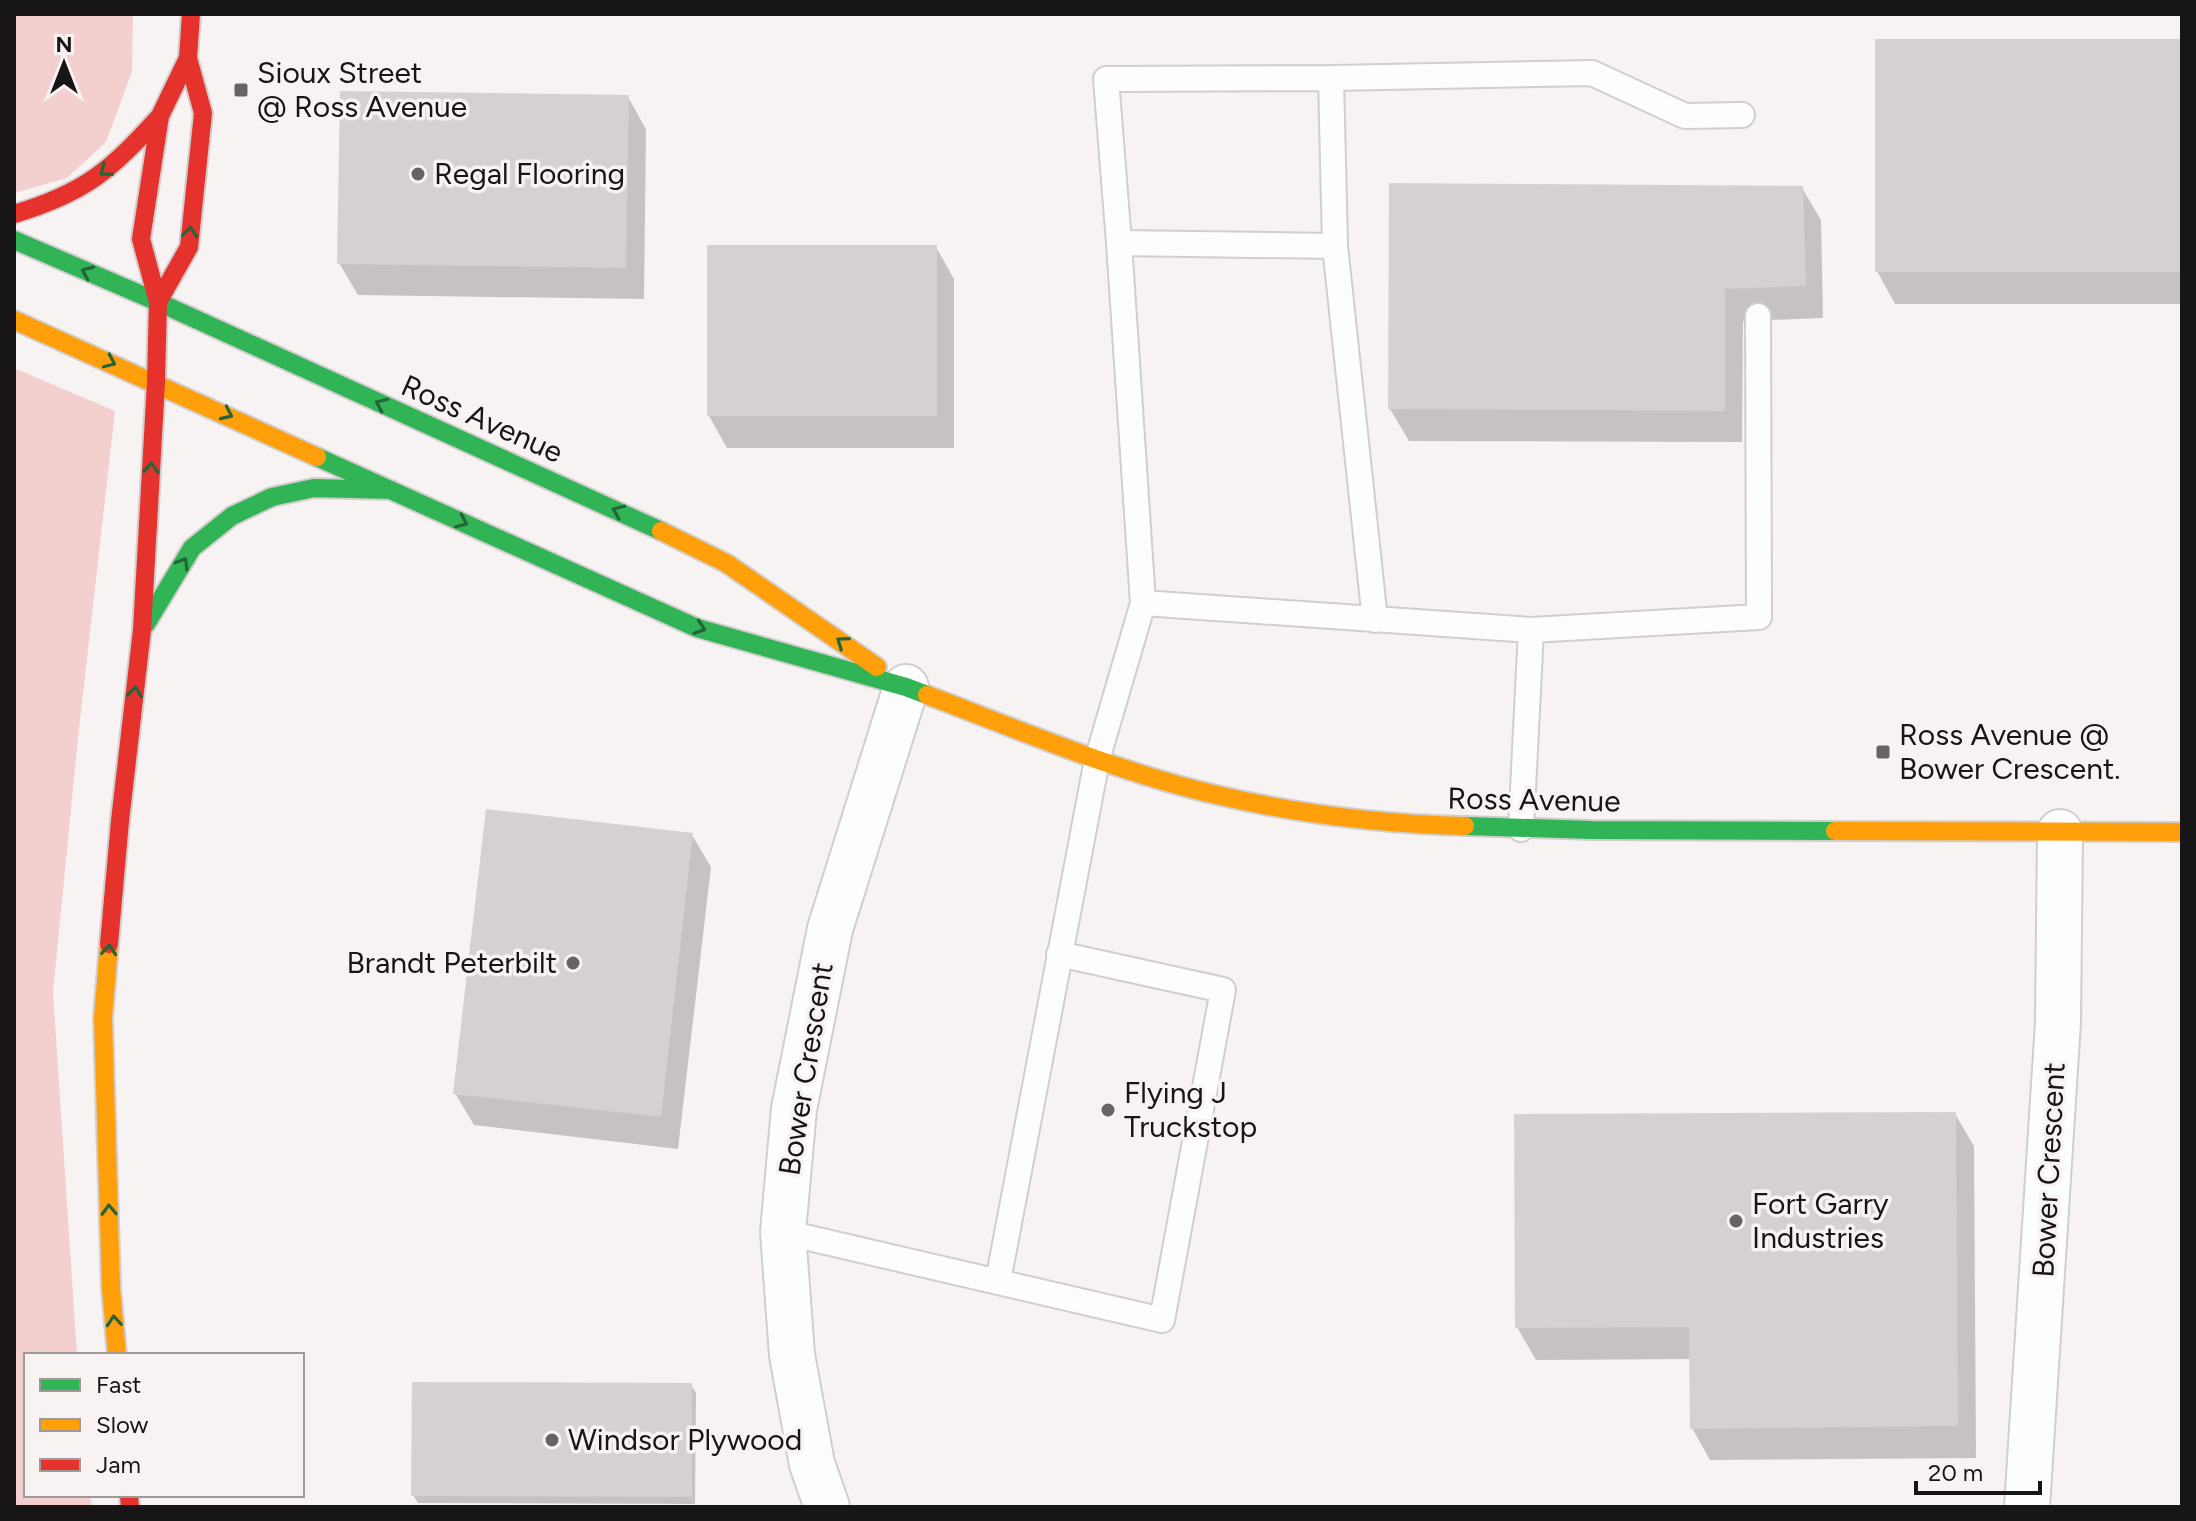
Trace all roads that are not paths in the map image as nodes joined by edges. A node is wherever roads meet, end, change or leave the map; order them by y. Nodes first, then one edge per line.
1 (191, 14) edge
2 (188, 58) junction
3 (1331, 78) junction
4 (1742, 115) dead end
5 (160, 116) junction
6 (14, 214) edge
7 (14, 240) edge
8 (1119, 243) junction
9 (1335, 246) junction
10 (158, 302) junction
11 (1758, 316) dead end
12 (14, 320) edge
13 (156, 382) junction
14 (391, 490) junction
15 (1143, 603) junction
16 (1375, 620) junction
17 (142, 630) junction
18 (1531, 630) junction
19 (906, 687) junction
20 (1097, 760) junction
21 (1521, 829) junction
22 (2060, 832) junction
23 (2182, 832) edge
24 (1059, 954) junction
25 (783, 1232) junction
26 (998, 1281) junction
27 (117, 1353) edge
28 (827, 1507) edge
29 (2027, 1507) edge

1 - 2 main road
2 - 5 main road
10 -> 2 main road
3 - 4 lane
3 - 8 lane
3 - 9 lane
5 -> 6 main road
5 - 10 main road
10 -> 7 main road, Ross Avenue
8 - 9 lane
8 - 15 lane
9 - 16 lane
10 - 13 main road
19 -> 10 main road, Ross Avenue
11 - 18 lane
12 -> 13 main road, Ross Avenue
13 -> 14 main road, Ross Avenue
17 -> 13 main road
17 -> 14 main road
14 -> 19 main road, Ross Avenue
15 - 16 lane
15 - 20 lane
16 - 18 lane
27 -> 17 main road
18 - 21 lane
19 - 20 main road, Ross Avenue
19 - 25 street, Bower Crescent
20 - 21 main road, Ross Avenue
20 - 24 lane
21 - 22 main road, Ross Avenue
22 - 23 main road, Ross Avenue
22 - 29 street, Bower Crescent
24 - 26 lane
24 - 26 lane
25 - 26 lane
25 - 28 street, Bower Crescent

════════

#### Action item:
Search the material for the string "Avenue" and return each line that has it.

#### Problem solution:
10 -> 7 main road, Ross Avenue
19 -> 10 main road, Ross Avenue
12 -> 13 main road, Ross Avenue
13 -> 14 main road, Ross Avenue
14 -> 19 main road, Ross Avenue
19 - 20 main road, Ross Avenue
20 - 21 main road, Ross Avenue
21 - 22 main road, Ross Avenue
22 - 23 main road, Ross Avenue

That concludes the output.